FBI and police face recognition systems have been used to catch violent criminals and fugitives. Their value to public safety is real and compelling. But should these systems be used to track Chris Wilson? Should they be used to track you?

 
  • 3. In September 2014, the Hillsborough County Sheriff’s Office (HCSO) finalized a Memorandum of Understanding with the Pinellas County Sheriff’s Office (PCSO) to enroll all existing and future mug shot photos in the PCSO face recognition database. See the Hillsborough County Sheriff’s Office, Memorandum of Understanding, Document. 014030–014034 at 014031. PCSO staff confirmed that all new mug shots taken by the HCSO are enrolled in the PCSO database. See Correspondence between Jake Ruberto, Technical Support Specialist, Pinellas County Sheriff’s Office, and Clare Garvie (July 28, 2016), Document p. 016831. The FBI has confirmed that Chris Wilson’s arrest record is in the Next Generation Identification database, but has refused to indicate whether her mug shot was enrolled in the FBI’s face recognition database, the Interstate Photo System. Florida is one of seven states that have the ability to search the Interstate Photo System. See U.S. Gov’t Accountability Office, GAO-16-267, Face Recognition Technology: FBI Should Better Ensure Privacy and Accuracy 13 (May 2016).
  • 4. The GAO found that the FBI alone conducted 118,490 face recognition searches of its face recognition database, the Next Generation Interstate Photo System (NGI-IPS) from December 2011 to December 2015, and that states authorized to access to the system conducted 20,000 searches in the four years ending in December 2015. See U.S. Gov’t Accountability Office, GAO-16-267, Face Recognition Technology: FBI Should Better Ensure Privacy and Accuracy 49, 12 (May 2016). The Pinellas County Sheriff’s Office (PCSO) system is searched by 242 local, state and federal agencies around 8,000 times a month. See Pinellas County Sheriff’s Office, Face Analysis Comparison & Evaluation System: FACES Training 2015, Document p. 014383–014417 at 014396.
  • 5. See Brendan Klare et. al, Face Recognition Performance: Role of Demographic Information, 7 IEEE Transactions on Info. Forensics and Sec. 1789, 1789 (Dec. 2012), https://assets.documentcloud.org/documents/2850196/Face-Recognition-Performance-Role-of-Demographic.pdf. In the report, co-author Richard W. Vorder Bruegge is identified as the FBI’s subject matter expert for face recognition. Id. at 1801.

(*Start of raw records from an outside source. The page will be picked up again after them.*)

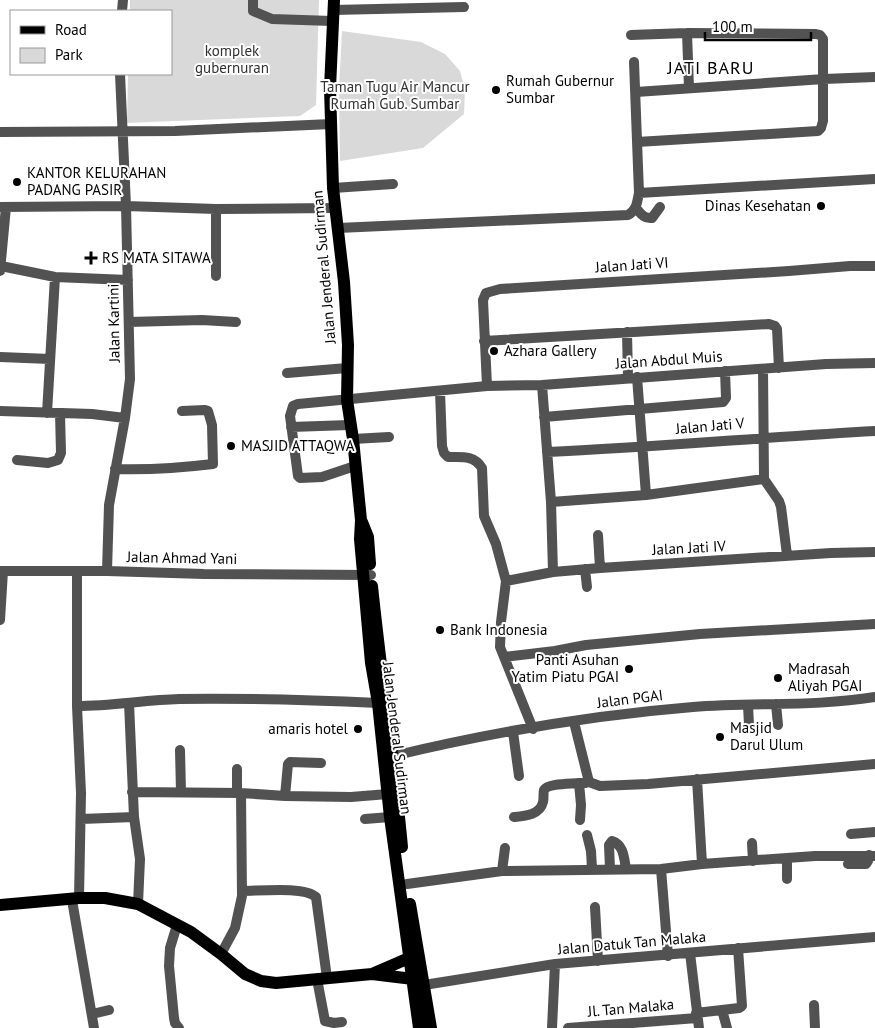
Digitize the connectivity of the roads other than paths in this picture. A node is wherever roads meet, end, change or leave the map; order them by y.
1 (252, 0) edge
2 (464, 7) dead end
3 (333, 10) edge
4 (687, 33) junction
5 (632, 35) dead end
6 (634, 62) dead end
7 (120, 75) edge
8 (875, 77) edge
9 (824, 79) junction
10 (689, 88) junction
11 (636, 92) junction
12 (330, 124) junction
13 (0, 132) edge
14 (122, 132) junction
15 (637, 142) junction
16 (875, 179) edge
17 (393, 184) dead end
18 (333, 188) junction
19 (639, 192) junction
20 (126, 206) junction
21 (3, 207) edge
22 (660, 207) dead end
23 (336, 208) junction
24 (636, 208) junction
25 (216, 209) junction
26 (338, 228) junction
27 (1, 266) edge
28 (875, 266) edge
29 (0, 271) edge
30 (216, 276) dead end
31 (55, 277) junction
32 (128, 280) junction
33 (129, 322) junction
34 (236, 322) dead end
35 (627, 332) junction
36 (484, 341) junction
37 (0, 356) edge
38 (50, 359) junction
39 (875, 363) edge
40 (348, 368) junction
41 (779, 368) junction
42 (762, 369) junction
43 (725, 372) junction
44 (287, 373) dead end
45 (632, 378) junction
46 (542, 384) junction
47 (487, 386) junction
48 (440, 391) junction
49 (347, 400) junction
50 (640, 409) junction
51 (0, 411) edge
52 (182, 411) dead end
53 (47, 413) junction
54 (60, 413) junction
55 (544, 416) junction
56 (125, 418) junction
57 (349, 425) junction
58 (291, 428) junction
59 (875, 431) edge
60 (389, 437) dead end
61 (764, 437) junction
62 (353, 439) junction
63 (642, 447) junction
64 (547, 452) junction
65 (17, 460) dead end
66 (356, 466) junction
67 (115, 469) junction
68 (764, 479) junction
69 (646, 494) junction
70 (551, 502) junction
71 (598, 535) dead end
72 (875, 552) edge
73 (786, 555) junction
74 (600, 568) junction
75 (586, 569) junction
76 (2, 571) edge
77 (77, 571) junction
78 (107, 571) junction
79 (553, 572) junction
80 (367, 575) junction
81 (506, 581) junction
82 (587, 587) dead end
83 (0, 620) edge
84 (875, 624) edge
85 (504, 657) junction
86 (875, 697) edge
87 (129, 703) junction
88 (378, 703) junction
89 (776, 704) junction
90 (748, 705) junction
91 (77, 706) junction
92 (574, 722) junction
93 (778, 725) dead end
94 (750, 726) dead end
95 (533, 728) junction
96 (513, 732) junction
97 (180, 750) dead end
98 (393, 756) junction
99 (321, 763) dead end
100 (875, 764) edge
101 (237, 769) dead end
102 (519, 776) dead end
103 (698, 779) junction
104 (584, 783) junction
105 (132, 792) junction
106 (181, 792) junction
107 (239, 792) junction
108 (388, 794) junction
109 (285, 796) junction
110 (134, 816) junction
111 (390, 817) junction
112 (514, 817) dead end
113 (365, 818) dead end
114 (81, 819) junction
115 (580, 820) dead end
116 (875, 832) edge
117 (852, 834) dead end
118 (587, 835) dead end
119 (752, 842) dead end
120 (505, 848) dead end
121 (872, 856) edge
122 (787, 858) junction
123 (753, 861) junction
124 (702, 864) junction
125 (848, 864) dead end
126 (524, 865) dead end
127 (502, 868) junction
128 (610, 868) junction
129 (626, 868) junction
130 (592, 869) junction
131 (661, 869) junction
132 (787, 880) dead end
133 (407, 884) junction
134 (242, 891) junction
135 (75, 899) junction
136 (138, 904) junction
137 (0, 905) edge
138 (595, 907) dead end
139 (177, 925) junction
140 (875, 937) edge
141 (738, 948) junction
142 (690, 953) junction
143 (221, 954) junction
144 (668, 956) junction
145 (409, 958) junction
146 (598, 961) junction
147 (555, 964) junction
148 (372, 974) junction
149 (322, 979) junction
150 (418, 982) junction
151 (814, 1005) dead end
152 (110, 1010) dead end
153 (722, 1010) junction
154 (92, 1014) junction
155 (697, 1020) edge
156 (342, 1022) dead end
157 (94, 1028) edge
158 (179, 1028) edge
159 (419, 1028) edge
160 (431, 1028) edge
161 (552, 1028) edge
162 (568, 1028) edge
163 (727, 1028) edge
164 (815, 1028) edge

1 - 3 street
2 - 3 street
3 - 12 main road, Jalan Jenderal Sudirman
4 - 5 street
4 - 9 street
4 - 10 street
6 - 11 street
7 - 14 street, Jalan Kartini
8 - 9 street
9 - 10 street
9 - 15 street
10 - 11 street
11 - 15 street
12 - 14 street
12 - 18 main road, Jalan Jenderal Sudirman
13 - 14 street
14 - 20 street, Jalan Kartini
15 - 19 street
16 - 19 street
17 - 18 street
18 - 23 main road, Jalan Jenderal Sudirman
19 - 24 street
20 - 21 street
20 - 25 street
20 - 32 street, Jalan Kartini
21 - 27 street
22 - 24 street
23 - 25 street
23 - 26 main road, Jalan Jenderal Sudirman
24 - 26 street
25 - 30 street
26 - 40 main road, Jalan Jenderal Sudirman
27 - 29 street
27 - 31 street
28 - 36 street, Jalan Jati VI
31 - 32 street
31 - 38 street
32 - 33 street, Jalan Kartini
33 - 34 street
33 - 56 street, Jalan Kartini
35 - 36 street
35 - 41 street
35 - 45 street
36 - 47 street, Jalan Jati VI
37 - 38 street
38 - 53 street
39 - 41 street, Jalan Abdul Muis
40 - 44 street
40 - 49 main road, Jalan Jenderal Sudirman
41 - 42 street, Jalan Abdul Muis
42 - 43 street, Jalan Abdul Muis
42 - 61 street
43 - 45 street, Jalan Abdul Muis
43 - 50 street
45 - 46 street, Jalan Abdul Muis
45 - 50 street
46 - 47 street, Jalan Abdul Muis
46 - 55 street
47 - 48 street, Jalan Abdul Muis
48 - 49 street, Jalan Abdul Muis
48 - 81 street
49 - 57 main road, Jalan Jenderal Sudirman
49 - 58 street, Jalan Abdul Muis
50 - 55 street
50 - 63 street
51 - 53 street
52 - 67 street
53 - 54 street
54 - 56 street
54 - 65 street
55 - 64 street
56 - 67 street, Jalan Kartini
57 - 58 street
57 - 62 main road, Jalan Jenderal Sudirman
58 - 66 street
59 - 61 street, Jalan Jati V
60 - 62 street
61 - 63 street, Jalan Jati V
61 - 68 street
62 - 66 main road, Jalan Jenderal Sudirman
63 - 64 street, Jalan Jati V
63 - 69 street
64 - 70 street
66 - 80 main road, Jalan Jenderal Sudirman
67 - 78 street, Jalan Kartini
68 - 69 street
68 - 73 street
69 - 70 street
70 - 79 street
71 - 74 street
72 - 73 street, Jalan Jati IV
73 - 74 street, Jalan Jati IV
74 - 75 street, Jalan Jati IV
75 - 79 street, Jalan Jati IV
75 - 82 street
76 - 77 street, Jalan Ahmad Yani
76 - 83 street
77 - 78 street, Jalan Ahmad Yani
77 - 91 street
78 - 80 street, Jalan Ahmad Yani
79 - 81 street, Jalan Jati IV
80 - 88 main road, Jalan Jenderal Sudirman
80 - 98 main road
81 - 85 street
84 - 85 street
85 - 95 street
86 - 89 street, Jalan PGAI
87 - 88 street
87 - 91 street
87 - 105 street
88 - 108 main road, Jalan Jenderal Sudirman
89 - 90 street, Jalan PGAI
89 - 93 street
90 - 92 street, Jalan PGAI
90 - 94 street
91 - 114 street
92 - 95 street, Jalan PGAI
92 - 104 street
95 - 96 street, Jalan PGAI
96 - 98 street, Jalan PGAI
96 - 102 street
97 - 106 street
98 - 133 main road
99 - 109 street
100 - 103 street
101 - 107 street
103 - 104 street
103 - 124 street
104 - 112 street
104 - 115 street
105 - 106 street
105 - 110 street
106 - 107 street
107 - 109 street
107 - 134 street
108 - 109 street
108 - 111 main road, Jalan Jenderal Sudirman
110 - 114 street
110 - 136 street
111 - 113 street
111 - 145 main road, Jalan Jenderal Sudirman
114 - 135 street
116 - 117 street
118 - 130 street
119 - 123 street
120 - 127 street
121 - 122 street
121 - 125 street
122 - 123 street
122 - 132 street
123 - 124 street
124 - 131 street
126 - 127 street
127 - 130 street
127 - 133 street
128 - 129 street
128 - 129 street
128 - 130 street
129 - 131 street
131 - 144 street
133 - 150 main road
134 - 143 street
134 - 149 street
135 - 136 main road
135 - 137 main road
135 - 154 street
136 - 139 main road
138 - 146 street
139 - 143 main road
139 - 158 street
140 - 141 street, Jalan Datuk Tan Malaka
141 - 142 street, Jalan Datuk Tan Malaka
141 - 153 street
142 - 144 street, Jalan Datuk Tan Malaka
142 - 155 street, Jl. Tan Malaka
143 - 149 main road
144 - 146 street, Jalan Datuk Tan Malaka
145 - 148 main road
145 - 150 main road, Jalan Jenderal Sudirman
146 - 147 street, Jalan Datuk Tan Malaka
147 - 150 street, Jalan Datuk Tan Malaka
147 - 161 street
148 - 149 main road
148 - 150 main road
149 - 156 street
150 - 159 main road
150 - 160 main road
151 - 164 street
152 - 154 street
153 - 155 street
153 - 163 street
154 - 157 street
155 - 162 street, Jl. Tan Malaka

  • 6. See Ernest J. Babcock, Privacy Impact Assessment for the Next Generation Identification (NGI) Interstate Photo System, Federal Bureau of Investigation, Department of Justice (Sept. 2015), https://www.fbi.gov/services/records-management/foipa/privacy-impact-assessments/interstate-photo-system (explaining that absent the request of a submitting agency or a court order, photos will be retained until the subject is 110 years of age, “or seven years after notification of death with biometric confirmation”); Pinellas County Sheriff's Office, Interview with PCSO Sheriff Bob Gualtieri and Technical Support Specialist Jake Ruberto (July 26, 2016) (notes on file with authors) (explaining that the PCSO system retains photos indefinitely in the absence of a court order).
  • 7. See below Figure 6 and accompanying text.